### WHAT YOU ARE ASKED TO DO
In the records below, find each line that holds "nodes" and return it.

*** SOURCE MATERIAL ***

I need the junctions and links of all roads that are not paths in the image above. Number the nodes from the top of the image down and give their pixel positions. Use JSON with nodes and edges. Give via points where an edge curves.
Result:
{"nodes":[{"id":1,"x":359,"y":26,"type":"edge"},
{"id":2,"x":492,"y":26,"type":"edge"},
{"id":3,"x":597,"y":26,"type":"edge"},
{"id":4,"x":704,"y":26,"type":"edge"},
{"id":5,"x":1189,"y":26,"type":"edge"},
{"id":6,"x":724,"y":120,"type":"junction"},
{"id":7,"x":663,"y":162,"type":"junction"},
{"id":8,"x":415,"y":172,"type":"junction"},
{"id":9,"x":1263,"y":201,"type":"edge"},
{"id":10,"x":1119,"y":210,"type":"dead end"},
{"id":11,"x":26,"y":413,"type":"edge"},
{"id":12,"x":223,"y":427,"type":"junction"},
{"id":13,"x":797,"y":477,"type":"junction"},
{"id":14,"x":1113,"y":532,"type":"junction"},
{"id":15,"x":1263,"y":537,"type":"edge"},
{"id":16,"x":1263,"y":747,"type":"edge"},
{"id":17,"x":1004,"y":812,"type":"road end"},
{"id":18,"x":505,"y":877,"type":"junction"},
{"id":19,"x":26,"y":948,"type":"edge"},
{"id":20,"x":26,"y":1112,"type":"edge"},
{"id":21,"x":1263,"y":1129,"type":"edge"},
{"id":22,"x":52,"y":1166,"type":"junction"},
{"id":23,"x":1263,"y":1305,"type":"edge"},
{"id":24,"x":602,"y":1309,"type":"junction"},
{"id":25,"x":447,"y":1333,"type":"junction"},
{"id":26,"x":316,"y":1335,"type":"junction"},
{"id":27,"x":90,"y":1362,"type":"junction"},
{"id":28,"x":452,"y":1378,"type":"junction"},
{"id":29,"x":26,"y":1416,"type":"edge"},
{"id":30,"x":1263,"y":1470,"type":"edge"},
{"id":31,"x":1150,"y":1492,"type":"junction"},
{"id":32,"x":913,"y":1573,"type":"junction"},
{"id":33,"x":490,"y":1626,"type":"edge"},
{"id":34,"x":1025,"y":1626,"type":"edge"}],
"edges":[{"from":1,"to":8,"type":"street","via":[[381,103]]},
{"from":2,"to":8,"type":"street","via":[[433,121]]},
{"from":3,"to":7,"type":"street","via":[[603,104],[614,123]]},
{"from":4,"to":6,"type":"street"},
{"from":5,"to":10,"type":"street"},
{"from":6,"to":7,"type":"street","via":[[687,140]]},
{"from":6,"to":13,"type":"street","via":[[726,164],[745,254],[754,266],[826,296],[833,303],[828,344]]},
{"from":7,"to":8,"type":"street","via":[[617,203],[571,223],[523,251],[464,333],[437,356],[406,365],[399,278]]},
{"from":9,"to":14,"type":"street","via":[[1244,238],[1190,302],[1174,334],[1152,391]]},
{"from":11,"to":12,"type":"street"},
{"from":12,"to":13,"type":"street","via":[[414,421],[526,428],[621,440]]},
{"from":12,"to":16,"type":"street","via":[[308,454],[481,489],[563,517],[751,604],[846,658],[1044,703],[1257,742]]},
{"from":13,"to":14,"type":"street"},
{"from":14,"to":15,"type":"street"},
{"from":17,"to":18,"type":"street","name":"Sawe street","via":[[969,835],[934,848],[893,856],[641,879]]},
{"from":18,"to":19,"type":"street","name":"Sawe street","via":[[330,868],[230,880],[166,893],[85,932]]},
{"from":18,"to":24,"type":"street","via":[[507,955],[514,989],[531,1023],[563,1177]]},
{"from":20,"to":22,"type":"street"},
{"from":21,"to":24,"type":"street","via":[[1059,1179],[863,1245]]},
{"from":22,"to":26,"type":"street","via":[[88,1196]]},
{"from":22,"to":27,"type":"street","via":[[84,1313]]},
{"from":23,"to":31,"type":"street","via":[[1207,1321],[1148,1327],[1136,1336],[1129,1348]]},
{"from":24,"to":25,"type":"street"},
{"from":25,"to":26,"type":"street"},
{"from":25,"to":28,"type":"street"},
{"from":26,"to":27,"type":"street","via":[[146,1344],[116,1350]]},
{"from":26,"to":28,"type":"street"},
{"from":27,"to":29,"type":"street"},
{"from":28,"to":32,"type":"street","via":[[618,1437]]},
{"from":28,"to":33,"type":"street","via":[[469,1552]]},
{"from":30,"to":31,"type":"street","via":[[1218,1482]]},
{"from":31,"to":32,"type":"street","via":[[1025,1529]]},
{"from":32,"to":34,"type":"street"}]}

*** End of SOURCE MATERIAL ***

### EXERCISE OUTPUT
I need the junctions and links of all roads that are not paths in the image above. Number the nodes from the top of the image down and give their pixel positions. Use JSON with nodes and edges. Give via points where an edge curves.
{"nodes":[{"id":1,"x":359,"y":26,"type":"edge"},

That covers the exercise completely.